Growing up in North Dakota, I got a heavy dose of Canadian music in my youth. Canadian artists like Loverboy and April Wine made frequent swings through North Dakota on tour, and I developed a love for the music and a fascination with the bands of the Great White North. And while global artists like Bryan Adams and Celine Dion gave way to Nickelback and Avril Lavigne, many more quality Canadian musicians have had long, productive careers but are little-known outside the land of toques and back bacon.
Today, one of my favorite fringe benefits of traveling to Canada is the Canadian content requirement that dictates 35% of the music played on the radio must be Canadian. As a result, every time I travel to Canada, I get exposed to artists I’ve rarely heard, if at all, and many of them are quite good.
So here’s my list of 7 Canadian artists virtually unknown in America, and you should check them out.
First, Billy Talent is the name of the group, not just a guy in the band. Second, they’re awesome–the most nominated band in the history of the Much Music Awards, Canada’s version of the MTV Awards. They have a song that came out in May 2016, but my personal favorite is Fallen Leaves, from 2007.
A power trio from Toronto, Danko Jones is the name of the guy in the band. Danko Jones has been nominated for a Juno Award, the Canadian equivalent of a Grammy, four times. Take a drive through Canada and listen to some rock radio and you will hear some Danko Jones. My favorite: Do You Wanna Rock.
Considering their southern rock style, Monster Truck is an appropriate name for this band from Hamilton, Ontario. They won the Juno for Breakthrough Group of the Year in 2013, the same year they released “Sweet Mountain River.” In 2016, they released a new album and single, Don’t Tell Me How to Live.
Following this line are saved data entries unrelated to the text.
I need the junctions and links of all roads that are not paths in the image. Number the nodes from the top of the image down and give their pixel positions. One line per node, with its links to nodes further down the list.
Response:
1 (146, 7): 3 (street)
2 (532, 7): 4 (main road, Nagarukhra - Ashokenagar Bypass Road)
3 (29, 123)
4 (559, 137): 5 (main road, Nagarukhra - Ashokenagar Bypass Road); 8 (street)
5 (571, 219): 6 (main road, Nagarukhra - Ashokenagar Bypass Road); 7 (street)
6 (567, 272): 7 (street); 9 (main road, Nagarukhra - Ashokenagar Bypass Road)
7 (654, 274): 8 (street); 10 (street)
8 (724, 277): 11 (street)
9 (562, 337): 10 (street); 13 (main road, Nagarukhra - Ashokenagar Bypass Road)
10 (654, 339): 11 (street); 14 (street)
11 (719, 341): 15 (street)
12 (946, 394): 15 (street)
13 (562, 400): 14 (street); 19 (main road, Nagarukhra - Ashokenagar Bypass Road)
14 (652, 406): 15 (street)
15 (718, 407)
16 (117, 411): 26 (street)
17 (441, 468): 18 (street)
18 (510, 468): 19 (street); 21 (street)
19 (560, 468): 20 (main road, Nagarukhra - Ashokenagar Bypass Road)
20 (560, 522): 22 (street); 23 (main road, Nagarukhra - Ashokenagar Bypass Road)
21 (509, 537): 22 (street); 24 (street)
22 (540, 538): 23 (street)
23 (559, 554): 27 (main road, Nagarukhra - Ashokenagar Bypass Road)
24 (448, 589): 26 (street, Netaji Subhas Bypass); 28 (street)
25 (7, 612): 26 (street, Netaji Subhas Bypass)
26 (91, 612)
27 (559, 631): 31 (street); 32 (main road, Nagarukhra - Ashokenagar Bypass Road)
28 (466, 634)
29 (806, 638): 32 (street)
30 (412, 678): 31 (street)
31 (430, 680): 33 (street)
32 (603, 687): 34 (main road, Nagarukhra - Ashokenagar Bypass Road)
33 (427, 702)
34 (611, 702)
Their sound is in the same heavy southern rock vein as Black Stone Cherry. I like this band a lot.
The Sheepdogs are from Saskatoon and they have a little notoriety in the United States because in 2011 they became the first unsigned band to make the cover of Rolling Stone, but they’re still relative unknowns south of the 49th parallel. Their sound is a little like a cross between the Black Keys and the Wallflowers.
Rainbow Butt Monkeys
Admittedly, I’ve used a little misdirection here, because most Americans have heard the music of Rainbow Butt Monkeys. They started out as an unserious high school band and recorded an album that included the single “Circles,” but when things started happening for them, they realized they needed a better name. They adopted the name Finger Eleven, and would become very well-known for their songs Paralyzer and One Thing, but not before they were immortalized as Rainbow Butt Monkeys on Canadian radio, which continues to play “Circles” to this day.
Trooper is a well-known Canadian act who first broke onto the scene in 1975 and went on to have a decades long career as one of the country’s most popular bands, but never broke onto the American scene. Built around founding members Ra McGuire and Brian Smith, their early material is reminiscent of the feel-good music of the era.
In 1984, Kim Mitchell released his best known song in the USA, “Go For a Soda.” They played it on our local rock station, and I recall going to the music store to ask for “that new .38 Special song” I had been hearing, only to be informed it was Kim Mitchell. “Go for a Soda” peaked at 86 on the Billboard Hot 100, and number 12 on the US Mainstream Rock Chart. That would be the extent of his American success, but Kim is well-known in Canada and had a prolific career as a member of Max Webster, as a solo artist, and as a radio host. The video for “Go For a Soda,” is gloriously 80s, so if this is your first exposure to Kim Mitchell, you might have to avert your eyes to appreciate the music.